───── DATA FOR THIS TASK

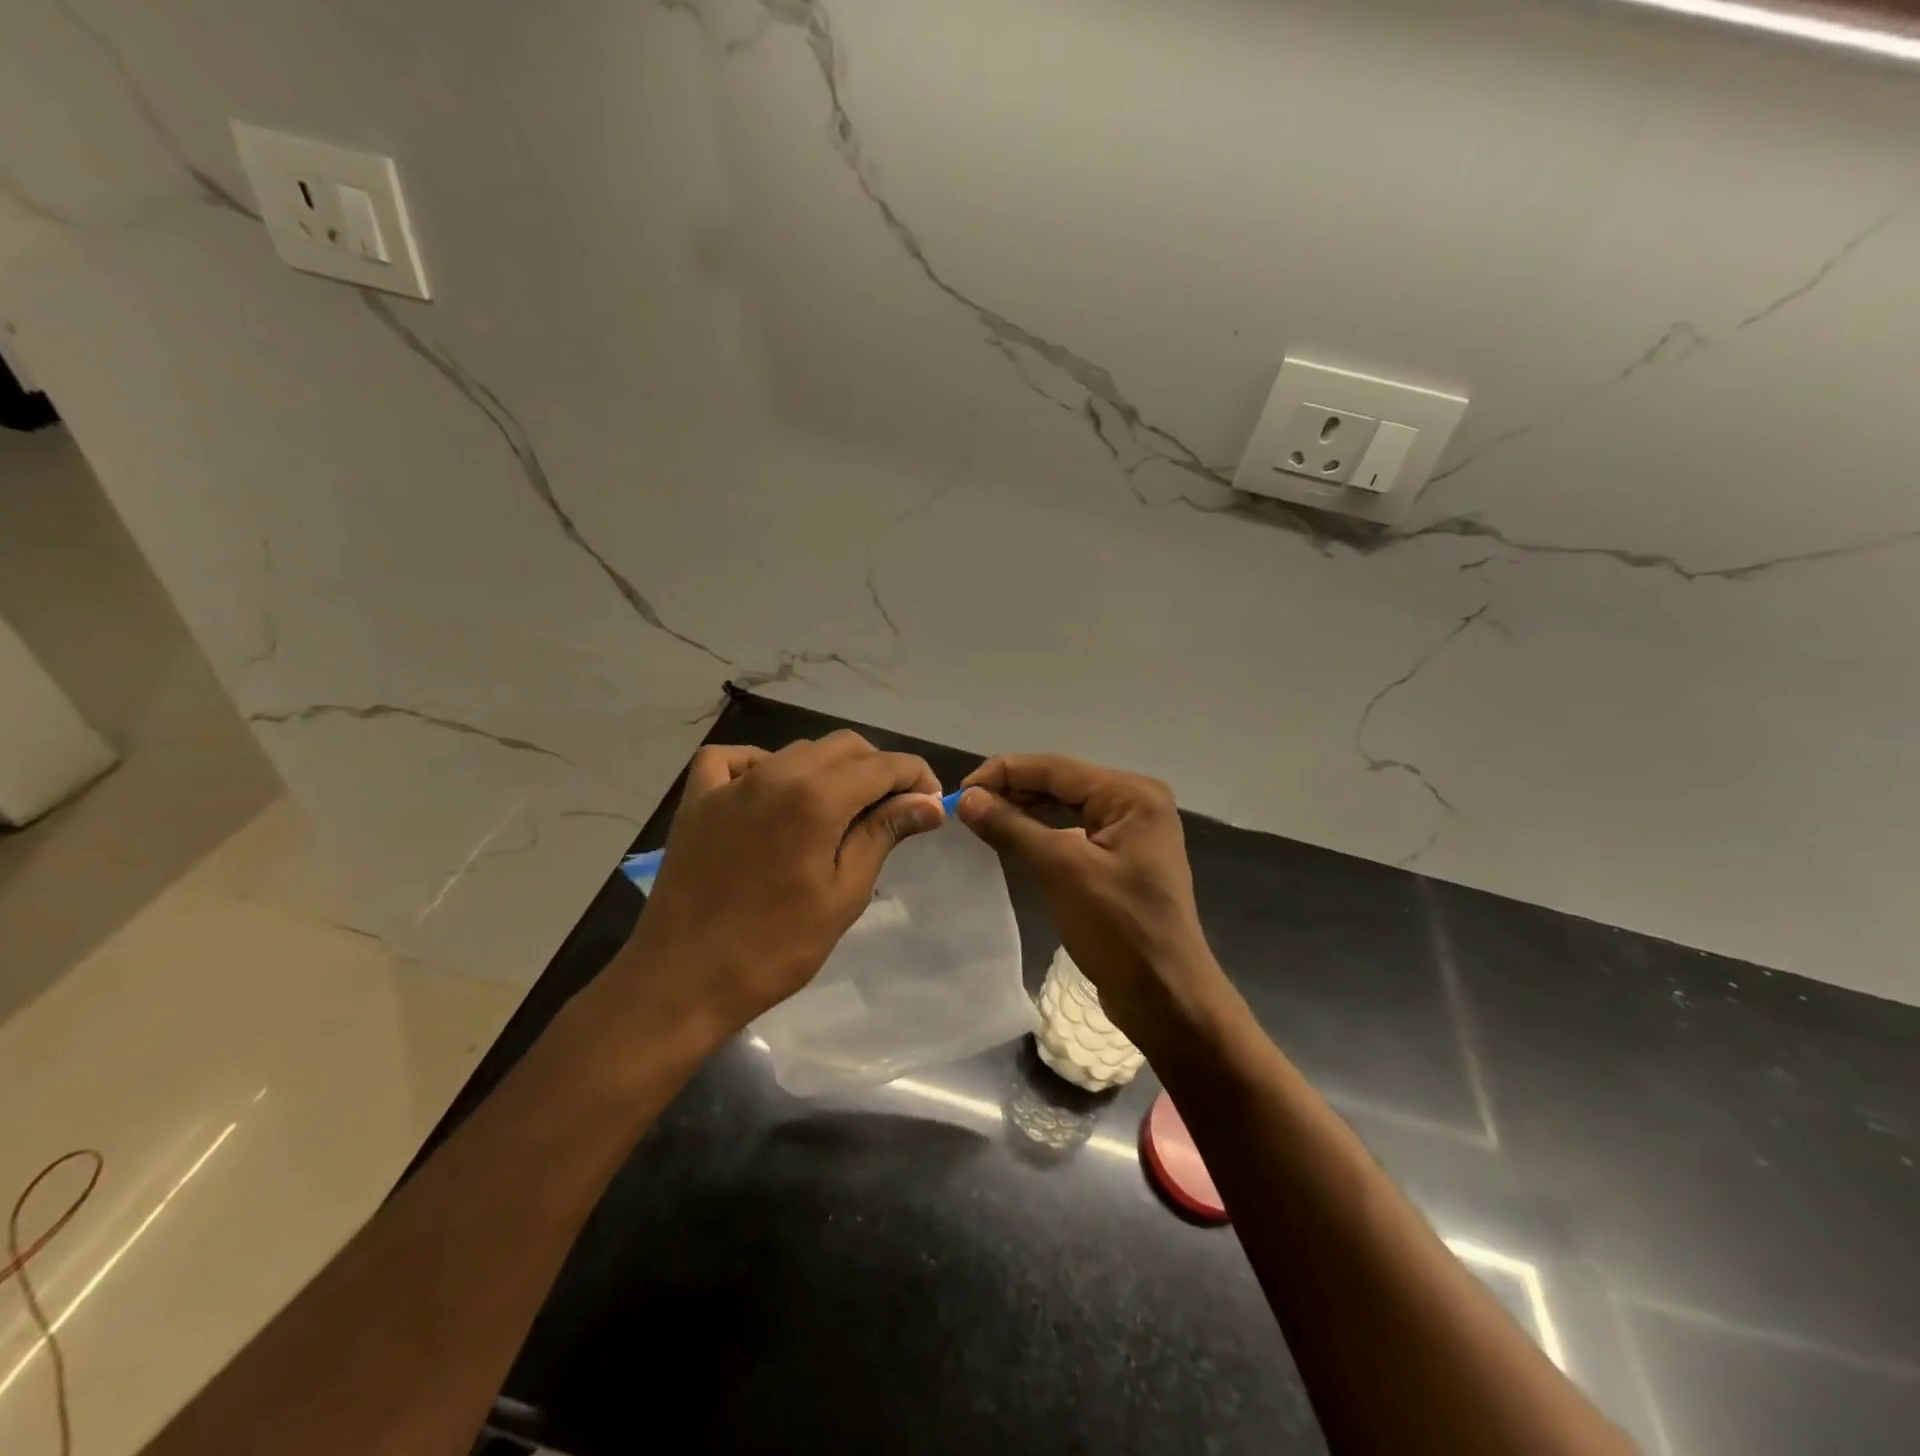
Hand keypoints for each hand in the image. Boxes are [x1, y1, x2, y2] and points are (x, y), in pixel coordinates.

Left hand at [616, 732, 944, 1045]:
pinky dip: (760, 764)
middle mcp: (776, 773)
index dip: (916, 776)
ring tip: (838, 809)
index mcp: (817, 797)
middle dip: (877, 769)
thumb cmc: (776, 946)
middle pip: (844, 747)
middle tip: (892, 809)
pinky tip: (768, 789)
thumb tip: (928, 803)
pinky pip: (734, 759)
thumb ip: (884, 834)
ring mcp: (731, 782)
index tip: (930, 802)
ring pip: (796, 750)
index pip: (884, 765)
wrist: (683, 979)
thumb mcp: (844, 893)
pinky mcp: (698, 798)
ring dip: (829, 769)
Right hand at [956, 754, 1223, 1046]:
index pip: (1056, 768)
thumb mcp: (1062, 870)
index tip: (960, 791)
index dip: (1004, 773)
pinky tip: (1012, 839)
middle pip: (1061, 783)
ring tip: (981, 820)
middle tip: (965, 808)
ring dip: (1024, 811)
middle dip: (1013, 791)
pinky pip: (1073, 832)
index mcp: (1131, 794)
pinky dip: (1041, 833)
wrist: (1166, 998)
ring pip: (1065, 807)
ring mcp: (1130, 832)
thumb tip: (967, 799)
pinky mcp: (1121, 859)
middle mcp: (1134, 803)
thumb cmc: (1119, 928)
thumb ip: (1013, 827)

──────────

#### WHAT YOU HAVE TO DO
What is the number of lines above that contain the string "middle"? Answer with the number alone.

#### TASK SOLUTION
8